Soundwave said:
I'm not saying they should spend a billion dollars doing something stupid like buying Capcom because I like Megaman or something idiotic like that; but having some mindshare with the general audience might be something worth investing in rather than letting your competitors (from both angles, MS/Sony on one front, and smartphones on the other) basically have free reign while you sit back twiddling your thumbs doing nothing for years at a time. At some point the whole "we don't like to compete (Iwata's own words), because we're Nintendo, we're a special snowflake" just becomes a load of bull sh*t. Sony and MS market constantly on television (successfully at that). Marketing has been essential to most successful home consoles. There's nothing magical or special about marketing a console game vs a smartphone game. NOA in general needs to be completely overhauled, it's fairly plain as day they are incompetent. No you wouldn't want a fanboy running the company, but someone with some actual understanding of the business who's more progressive and Westernized, understands modern (not 1980s) marketing, would be a world of help. |
I could tell this won't be too useful of a conversation, since you started with a strawman argument :-/ Accordingly, I'm not going to address "So Nintendo's philosophy of basically never marketing at all is the smart play? " because it's an argument I never made.
"There's nothing magical or special about marketing a console game vs a smartphone game. "

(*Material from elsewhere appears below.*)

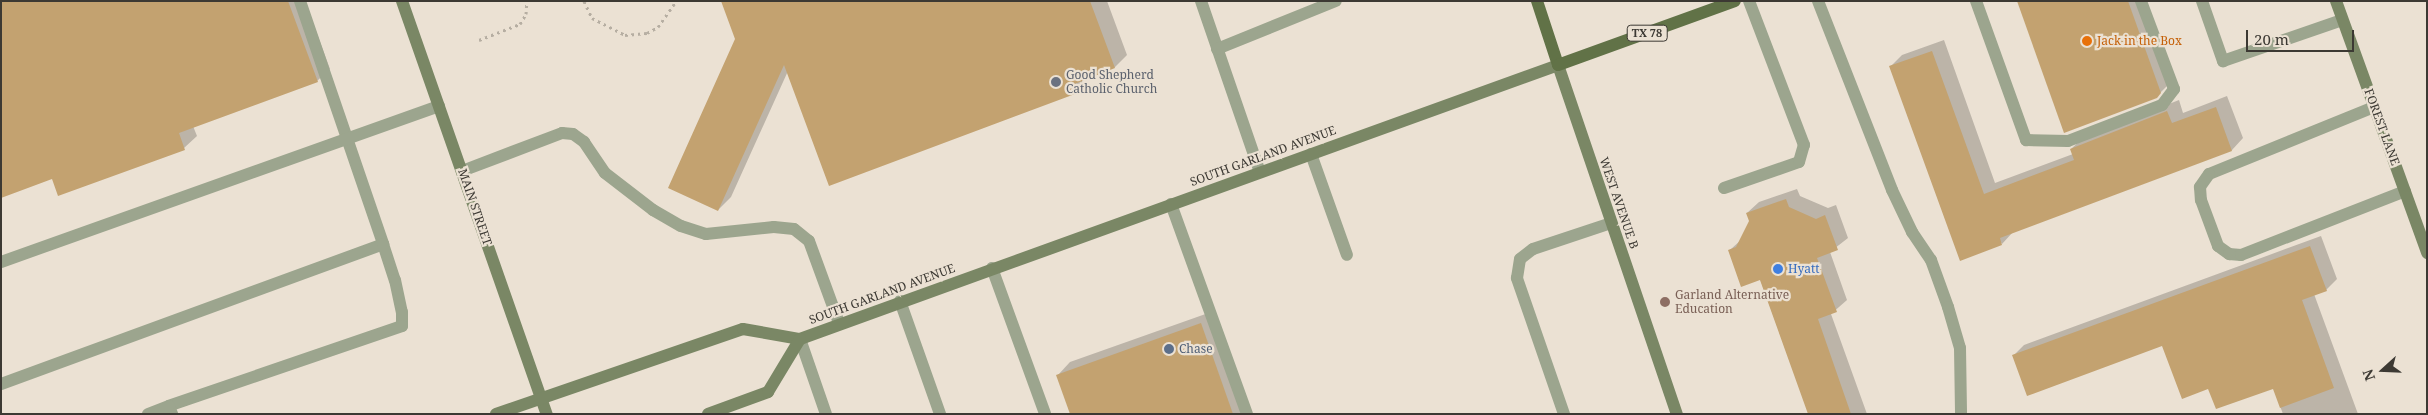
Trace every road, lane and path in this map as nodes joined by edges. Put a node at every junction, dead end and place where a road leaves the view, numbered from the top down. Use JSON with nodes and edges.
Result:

If you truly think that trying to convince someone to download a software for free that you hope to extract money from, where the potential user base is at I believe well over 100 million requires the some marketing strategy as marketing either a 300 dollar machine, or a 60 dollar game with a potential user base of about 10 million, then I don't know what to say. It's clearly a different situation, and it wouldn't really make sense to spend 4.5 million dollars + whatever people like Liam Nieson and Kate Upton charge to put an ad there. It's simply not a smart way to spend nearly 5 million dollars.